IHS ESDU Mobilities and impedances of structures. Part 1: Compendium of frequency response functions. 04009

The aim of the Item is to provide a visual record of the mobilities of structures, such as beams, plates and cylinders. Information on both point and transfer mobilities is given as graphs of the modulus of mobility against frequency and as loci in the complex plane. Further data are provided on basic elements, such as springs, dampers and rigid bodies. The visual information is provided in Tables at the end of the Item. In the first part of the Item the background to mobility and impedance is considered and the rules for obtaining the mobilities and impedances of connected structures explained. The basic elements may be combined to form single and two degree of freedom systems. Beams and plates with single degree of freedom and other systems attached at a point are considered.

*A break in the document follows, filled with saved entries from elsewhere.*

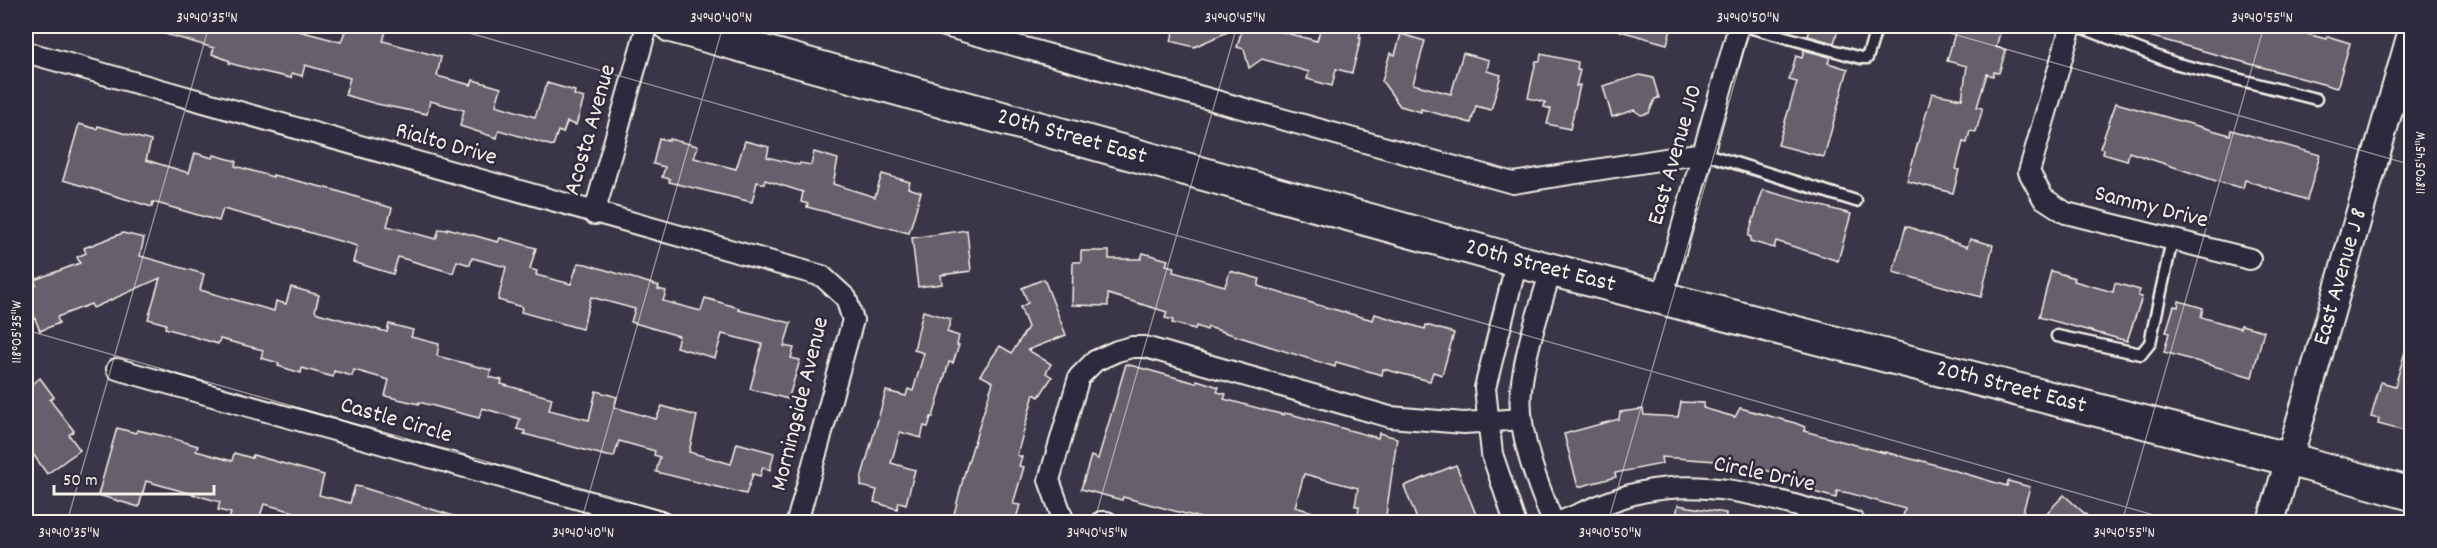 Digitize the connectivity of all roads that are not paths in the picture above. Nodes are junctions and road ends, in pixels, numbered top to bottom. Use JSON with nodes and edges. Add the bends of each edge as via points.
{"nodes":[{"id":1,"x":647,"y":26,"type":"edge"},
{"id":2,"x":671,"y":26,"type":"edge"},
{"id":3,"x":945,"y":26,"type":"edge"},
{"id":4,"x":1739,"y":26,"type":"edge"},
{"id":5,"x":1745,"y":26,"type":"edge"},
{"id":6,"x":1877,"y":26,"type":"edge"},
{"id":7,"x":2071,"y":26,"type":"edge"},
{"id":8,"x":2078,"y":26,"type":"edge"},
{"id":9,"x":2412,"y":30,"type":"edge"},
{"id":10,"x":26,"y":52,"type":"edge"},
{"id":11,"x":2316,"y":99,"type":"dead end"},
{"id":12,"x":1703,"y":153,"type":"junction"},
{"id":13,"x":1856,"y":201,"type":"dead end"},
{"id":14,"x":594,"y":214,"type":"junction"},
{"id":15,"x":2172,"y":240,"type":"junction"},
{"id":16,"x":2250,"y":259,"type":"dead end"},
{"id":17,"x":1517,"y":261,"type":"junction"},
{"id":18,"x":1551,"y":270,"type":"junction"},
{"id":19,"x":846,"y":298,"type":"joint"},
{"id":20,"x":1662,"y":298,"type":"junction"},
{"id":21,"x":2057,"y":336,"type":"dead end"},
{"id":22,"x":117,"y":369,"type":"dead end"},
{"id":23,"x":1522,"y":419,"type":"junction"},
{"id":24,"x":1487,"y":422,"type":"junction"},
{"id":25,"x":2288,"y":459,"type":"junction"},
{"id":26,"x":2412,"y":494,"type":"edge"},
{"id":27,"x":661,"y":522,"type":"edge"},
{"id":28,"x":797,"y":522,"type":"edge"},
{"id":29,"x":1064,"y":522,"type":"edge"},
{"id":30,"x":1101,"y":522,"type":"edge"},
{"id":31,"x":1107,"y":522,"type":"edge"},
{"id":32,"x":1515,"y":522,"type":"edge"},
{"id":33,"x":1553,"y":522,"type":"edge"},
{"id":34,"x":1560,"y":522,"type":"edge"},
{"id":35,"x":1854,"y":522,"type":"edge"},
{"id":36,"x":2271,"y":522,"type":"edge"}],
"edges":[{"from":1,"to":14,"type":"street","name":"Acosta Avenue"},
{"from":2,"to":17,"type":"main road","name":"20th Street East"},
{"from":3,"to":12,"type":"street","via":[[1513,183]]},
{"from":4,"to":12,"type":"street","name":"East Avenue J10"},
{"from":5,"to":6,"type":"lane","via":[[1861,58],[1867,58]]},
{"from":7,"to":15,"type":"street","name":"Sammy Drive","via":[[2029,172],[2043,198],[2066,213]]},
{"from":8,"to":11,"type":"lane","via":[[2174,63]]},
{"from":9,"to":25,"type":"street","name":"East Avenue J 8"},
{"from":10,"to":14,"type":"street","name":"Rialto Drive"},
{"from":12,"to":13,"type":"lane"},
{"from":12,"to":20,"type":"street","name":"East Avenue J10"},
{"from":14,"to":19,"type":"street","name":"Rialto Drive","via":[[822,276]]},
{"from":15,"to":16,"type":"street","name":"Sammy Drive"},
{"from":15,"to":21,"type":"lane","via":[[2150,343],[2141,354]]},
{"from":17,"to":18,"type":"main road","name":"20th Street East"},
{"from":17,"to":24,"type":"street","via":[[1485,388]]},
{"from":18,"to":20,"type":"main road","name":"20th Street East"},
{"from":18,"to":23,"type":"street","via":[[1521,391]]},
{"from":19,"to":28,"type":"street","name":"Morningside Avenue","via":[[853,321]]},
{"from":20,"to":25,"type":"main road","name":"20th Street East"},
{"from":22,"to":27,"type":"street","name":"Castle Circle"},
{"from":23,"to":24,"type":"street"},
{"from":23,"to":33,"type":"street","via":[[1533,472]]},
{"from":24,"to":29,"type":"street","via":[[1390,417],[1145,347],[1132,347],[1095,361],[1079,377],[1049,480]]},
{"from":24,"to":32,"type":"street","via":[[1492,454]]},
{"from":25,"to":26,"type":"main road","name":"20th Street East"},
{"from":25,"to":36,"type":"street","name":"East Avenue J 8"},
{"from":30,"to":31,"type":"street"},
{"from":34,"to":35,"type":"street","name":"Circle Drive","via":[[1642,492],[1708,486]]}]}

For all these systems graphical records of their mobilities are provided. The building-block approach to the mobility of built-up structures is emphasised. Structures with different types of dampers and springs can be easily analysed from the data provided. The building block approach is used to account for the effect of foundations on systems designed to provide vibration isolation. The graphical information allows the detail of the mobilities to be appreciated. For example, in the case of a point mobility there is an alternating sequence of resonances and antiresonances that is shown in a graph of modulus of mobility as a function of frequency. Transfer mobilities have a different sequence. Similarly, in the complex plane the point mobility may be approximated by circles with only positive real values, whereas the approximate circles for transfer mobilities can have both positive and negative values on the real axis. Such differences are useful in assessing and checking the validity of measurements of mobility on a real structure. The graphs of the modulus of mobility have been estimated for beams and plates with hysteretic damping and include a large number of modes of vibration, so that the high frequency limit of the mobility can be studied. This high frequency limit is the same as that for an infinite structure and is of particular interest in Statistical Energy Analysis. Mobilities of infinite structures are the subject of Part II of the Item.